In un paese come l’Italia in cui i flussi in ingresso, in uscita e i cambiamenti di posto di lavoro sono storicamente bassi e in cui il capitale umano è di per sé non eccellente,si rischia di incancrenirsi in una palude di produttività stagnante, che aggrava la situazione provocando una scarsa dinamica salariale. Questo non incentiva le giovani generazioni ad investire nell’istruzione: è storia recente – e giustamente fa scalpore – il basso numero di iscrizioni all’università, seppur in presenza di una recessione che di per sé causa un aumento del tasso di scolarizzazione.
L’impressione è ulteriormente rafforzata dalle misure di “mis-allocazione” del fattore lavoro.
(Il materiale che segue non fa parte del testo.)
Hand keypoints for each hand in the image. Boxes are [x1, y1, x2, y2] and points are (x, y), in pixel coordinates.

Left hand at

In Italiail numero di persone over-skilled e under-skilled – ovvero con un grado di conoscenze utilizzate non in linea con la domanda specifica delle imprese è elevato – rispettivamente pari all’11 e al 6% dei lavoratori. Come eliminare questo mismatch se non tramite una dinamica più accentuata dei flussi occupazionali? Non a caso, i paesi del Nord Europa, spesso citati per i loro mercati del lavoro flessibili, mostrano un grado di efficienza allocativa nettamente migliore.
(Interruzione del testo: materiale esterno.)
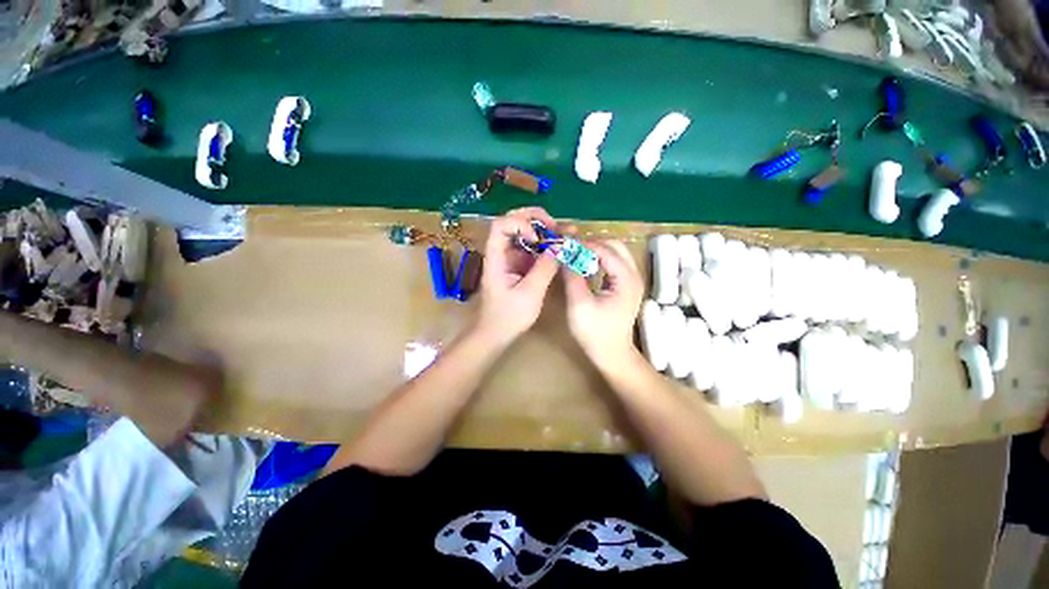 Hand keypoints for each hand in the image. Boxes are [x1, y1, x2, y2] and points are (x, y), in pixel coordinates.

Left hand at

Al netto dei problemi nel mercato del lavoro, è necessario affrontare un problema più generale di capitale umano che, come mostra il grafico 6, sembra essere annidato in competenze di base. L’uso medio delle competenze di lettura e scrittura in Italia è decisamente al di sotto della media; questo è abbastanza sorprendente se abbinato alla constatazione che invece le competenze ICT sono in linea con la media Ocse. Sono risultati contro-intuitivi, che ovviamente tirano in ballo anche le competenze domandate dalle imprese. I cambiamenti organizzativi e tecnologici hanno ovviamente un effetto sulla composizione della forza lavoro; un cambiamento più intenso si associa ad una forza lavoro più orientata verso lavori altamente qualificati, che forse con sorpresa richiedono più di altri un grado di conoscenza nell’interpretazione testuale più marcato. Tutto ciò necessita di un complemento di analisi, ma sicuramente sembra contraddire una serie di luoghi comuni e porta a pensare che sia necessario orientarsi verso politiche di rafforzamento delle conoscenze di base, a partire dalle nostre scuole.
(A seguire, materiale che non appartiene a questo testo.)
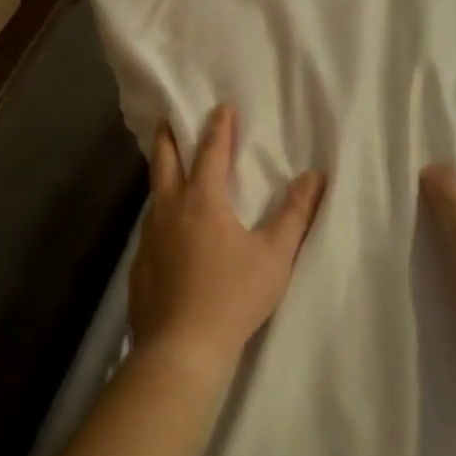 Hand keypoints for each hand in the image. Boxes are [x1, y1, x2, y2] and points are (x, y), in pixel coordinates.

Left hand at [129, 104, 325, 384]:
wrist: (180, 348)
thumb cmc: (233, 296)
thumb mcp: (274, 255)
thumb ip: (294, 213)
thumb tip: (314, 176)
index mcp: (203, 201)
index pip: (210, 152)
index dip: (218, 127)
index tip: (222, 106)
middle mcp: (170, 209)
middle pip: (165, 161)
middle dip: (169, 136)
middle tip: (167, 116)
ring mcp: (149, 237)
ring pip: (154, 192)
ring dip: (161, 171)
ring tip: (168, 166)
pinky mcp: (140, 264)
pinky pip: (150, 224)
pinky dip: (159, 210)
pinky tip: (166, 227) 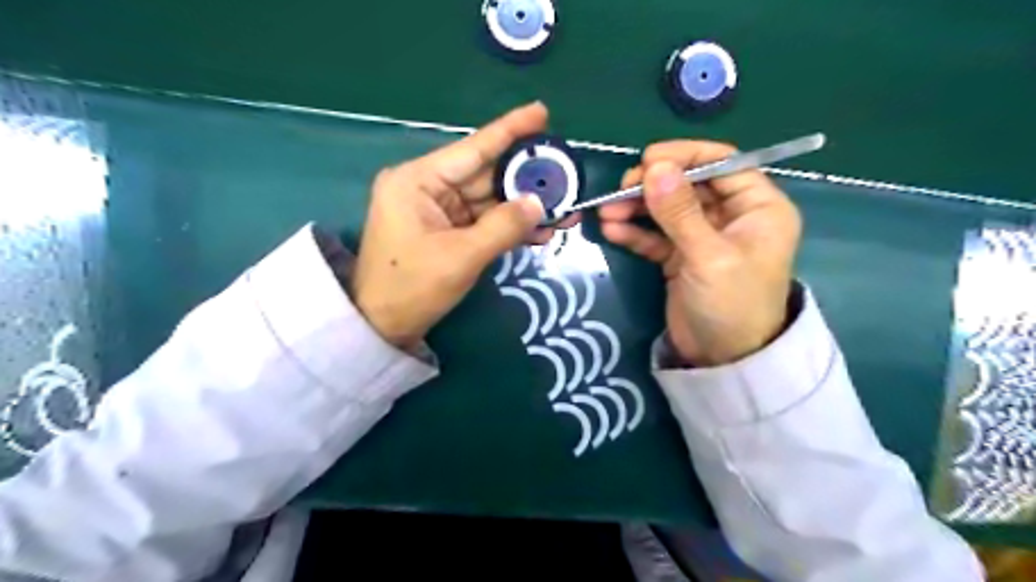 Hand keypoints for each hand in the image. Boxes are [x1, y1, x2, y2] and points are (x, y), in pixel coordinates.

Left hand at [355, 102, 581, 347]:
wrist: (383, 327)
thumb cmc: (412, 288)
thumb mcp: (462, 257)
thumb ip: (503, 226)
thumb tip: (539, 203)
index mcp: (418, 180)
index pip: (473, 148)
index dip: (510, 130)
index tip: (542, 112)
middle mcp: (428, 187)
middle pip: (486, 175)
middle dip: (526, 179)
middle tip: (565, 176)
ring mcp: (438, 210)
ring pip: (490, 200)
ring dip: (524, 208)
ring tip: (564, 210)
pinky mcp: (446, 231)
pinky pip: (484, 221)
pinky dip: (510, 227)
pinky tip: (541, 230)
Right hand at [600, 142, 799, 365]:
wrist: (723, 361)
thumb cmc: (731, 305)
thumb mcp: (708, 256)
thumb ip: (680, 212)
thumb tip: (654, 167)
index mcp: (758, 207)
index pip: (723, 163)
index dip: (685, 156)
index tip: (647, 159)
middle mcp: (732, 216)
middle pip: (689, 185)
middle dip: (653, 185)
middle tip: (620, 189)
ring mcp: (703, 237)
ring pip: (667, 209)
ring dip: (637, 208)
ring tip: (606, 211)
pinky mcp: (681, 257)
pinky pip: (656, 236)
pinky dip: (635, 232)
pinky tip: (612, 230)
L’intero sistema necessita un cambiamento; senza incentivi adeguati è impossibile sperare che una riforma isolata possa cambiare lo stato delle cose, è necessaria programmazione e una visione d’insieme sulle relazioni sottostanti a ogni outcome economico. Che lo stato delle cose sia generalmente insoddisfacente lo si desume anche dalloscarso collegamento esistente fra status sul mercato del lavoro e livello di conoscenza nel test di comprensione del testo. La probabilità di partecipare al mercato del lavoro è di poco influenzata dalle competenze possedute e lo stesso vale per il livello di salario. Cercare di analizzare in profondità le cause di questi fenomeni, per poi adottare le misure più efficaci di politica economica rimane forse il sogno di tutti coloro che non si abbandonano allo status quo e continuano a sognare un paese che si non si sottrae al futuro per paura di cambiare.